« Bartlebooth (…) décida un jour que sa vie tout entière serait organisée autour d’un projet unique dont la nécessité arbitraire n’aurait d’autre fin qu’elle-même.».

Georges Perec, La Vie mode d’emploi, Chapitre 26. 

Cette phrase énonce le projet programmatique de l’écriture de l’auteur pour son ouvrage. La Vie mode d’emploi, roman(s) est aujourd’hui considéré comme la grande oeuvre de Georges Perec. Cet ouvrage, qui comptait dans son édition première près de huit cent pages, est construit sur un système de contraintes pré-établies particulièrement complexes, qui amènent à l’émergence d’une structure tenant lieu de réelle architecture narrative. Cette architecture est perceptible pour le lecteur. Tout au moins, à un certain niveau de son organisation. En effet, ce roman est construit sur diverses lois qui créent chacune une armature plus ou moins enfouie, et, donc, plus ou moins perceptible sans connaissances pré-requises.

 

« J’imagine un immeuble parisien dont la façade a été enlevée – une sorte d’équivalent du toit soulevé dans « Le Diable boiteux » ou de la scène de jeu de go représentée dans le Gengi monogatori emaki – de telle sorte que, du rez-de-chaussée aux mansardes, toutes les pièces qui se trouvent en façade soient instantanément et simultanément visibles.

Le roman – dont le titre est La vie, mode d’emploi – se borne (si j’ose employer ce verbe pour un projet dont le développement final aura quelque chose comme quatre cents pages) à décrire les pièces ainsi dévoilées et les activités qui s’y déroulent, le tout selon des processus formels dans le détail desquels il ne me semble pas nécessaire d’entrer ici, mais dont les seuls énoncés me semblent avoir quelque chose d’alléchant : polygraphie du cavalier (adaptée, qui plus est, à un échiquier de 10 X 10), pseudo-quenine d’ordre 10, bi-carré latin orthogonal d’ordre 10 (celui dont Euler conjectura la non-existence, mais qui fut démontré en 1960 par Bose, Parker et Shrikhande).

Les sources de ce projet sont multiples.
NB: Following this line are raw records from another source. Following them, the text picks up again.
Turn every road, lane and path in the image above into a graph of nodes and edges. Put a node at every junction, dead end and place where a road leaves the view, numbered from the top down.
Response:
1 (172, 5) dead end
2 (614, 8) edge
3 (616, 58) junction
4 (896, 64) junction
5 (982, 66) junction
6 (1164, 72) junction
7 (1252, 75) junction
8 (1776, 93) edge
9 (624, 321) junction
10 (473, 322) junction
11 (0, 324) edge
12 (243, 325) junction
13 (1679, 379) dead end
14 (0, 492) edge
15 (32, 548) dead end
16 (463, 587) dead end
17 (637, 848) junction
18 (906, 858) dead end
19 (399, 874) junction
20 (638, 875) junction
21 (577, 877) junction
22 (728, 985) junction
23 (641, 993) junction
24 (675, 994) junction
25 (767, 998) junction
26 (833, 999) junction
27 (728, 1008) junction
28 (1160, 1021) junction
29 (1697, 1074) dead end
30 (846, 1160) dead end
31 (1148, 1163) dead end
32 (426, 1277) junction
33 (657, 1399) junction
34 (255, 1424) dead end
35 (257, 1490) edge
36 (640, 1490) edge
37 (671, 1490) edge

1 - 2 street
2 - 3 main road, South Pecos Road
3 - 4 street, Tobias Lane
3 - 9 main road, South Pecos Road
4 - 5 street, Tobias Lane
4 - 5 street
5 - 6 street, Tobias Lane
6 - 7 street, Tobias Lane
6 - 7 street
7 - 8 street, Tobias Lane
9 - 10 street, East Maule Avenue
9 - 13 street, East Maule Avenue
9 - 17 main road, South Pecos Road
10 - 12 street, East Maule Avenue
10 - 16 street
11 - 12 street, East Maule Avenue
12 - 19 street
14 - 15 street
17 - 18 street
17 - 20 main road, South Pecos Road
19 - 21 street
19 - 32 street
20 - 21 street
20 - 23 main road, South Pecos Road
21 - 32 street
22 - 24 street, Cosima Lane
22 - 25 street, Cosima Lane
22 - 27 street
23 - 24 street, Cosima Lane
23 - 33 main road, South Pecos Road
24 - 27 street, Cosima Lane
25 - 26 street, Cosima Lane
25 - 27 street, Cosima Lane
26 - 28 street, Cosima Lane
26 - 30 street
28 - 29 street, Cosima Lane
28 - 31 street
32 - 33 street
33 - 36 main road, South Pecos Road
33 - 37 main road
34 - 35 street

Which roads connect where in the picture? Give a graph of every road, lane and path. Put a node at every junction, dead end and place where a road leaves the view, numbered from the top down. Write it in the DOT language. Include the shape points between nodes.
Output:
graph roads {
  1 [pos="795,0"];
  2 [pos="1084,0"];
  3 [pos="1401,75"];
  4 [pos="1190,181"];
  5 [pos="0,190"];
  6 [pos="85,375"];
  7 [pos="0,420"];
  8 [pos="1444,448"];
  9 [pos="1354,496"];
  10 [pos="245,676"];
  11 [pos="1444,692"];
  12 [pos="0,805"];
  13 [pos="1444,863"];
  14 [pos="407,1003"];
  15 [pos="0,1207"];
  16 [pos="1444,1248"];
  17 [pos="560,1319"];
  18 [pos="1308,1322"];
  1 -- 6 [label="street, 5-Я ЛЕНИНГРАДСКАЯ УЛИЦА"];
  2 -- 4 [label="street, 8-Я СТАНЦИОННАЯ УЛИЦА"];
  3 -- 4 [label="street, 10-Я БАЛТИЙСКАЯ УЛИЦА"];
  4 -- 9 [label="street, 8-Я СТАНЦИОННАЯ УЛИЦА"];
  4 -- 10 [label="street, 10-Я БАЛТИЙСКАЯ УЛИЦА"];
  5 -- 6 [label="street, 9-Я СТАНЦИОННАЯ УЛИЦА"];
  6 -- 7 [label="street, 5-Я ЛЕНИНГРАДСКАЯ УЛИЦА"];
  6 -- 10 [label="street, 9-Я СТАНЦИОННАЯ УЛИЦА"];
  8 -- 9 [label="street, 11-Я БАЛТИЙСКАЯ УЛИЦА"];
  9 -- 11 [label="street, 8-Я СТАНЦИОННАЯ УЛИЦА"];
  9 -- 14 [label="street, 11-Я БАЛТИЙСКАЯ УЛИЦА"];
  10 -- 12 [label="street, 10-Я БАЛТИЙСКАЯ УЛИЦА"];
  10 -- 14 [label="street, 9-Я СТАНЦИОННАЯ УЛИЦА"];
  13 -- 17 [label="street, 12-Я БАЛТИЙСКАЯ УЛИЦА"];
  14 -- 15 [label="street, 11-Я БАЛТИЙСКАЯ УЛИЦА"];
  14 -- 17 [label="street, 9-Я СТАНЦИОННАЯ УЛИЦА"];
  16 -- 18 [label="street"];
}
L’une d’entre elles est un dessin de Saül Steinberg, paru dans The Art of Living (Londres, Hamish Hamilton, 1952) qui représente un meublé (on sait que c’est un meublé parce qu’à côté de la porte d’entrée il y a un écriteau portant l’inscription No Vacancy) dont une partie de la façade a été enlevée, laissant voir l’intérieur de quelque vingt-trois pièces (je dis quelque, parce qu’il y a aussi quelques échappées sur les pièces de derrière) : Le seul inventaire – et encore il ne saurait être exhaustif – des éléments de mobilier et des actions représentées a quelque chose de proprement vertigineux … »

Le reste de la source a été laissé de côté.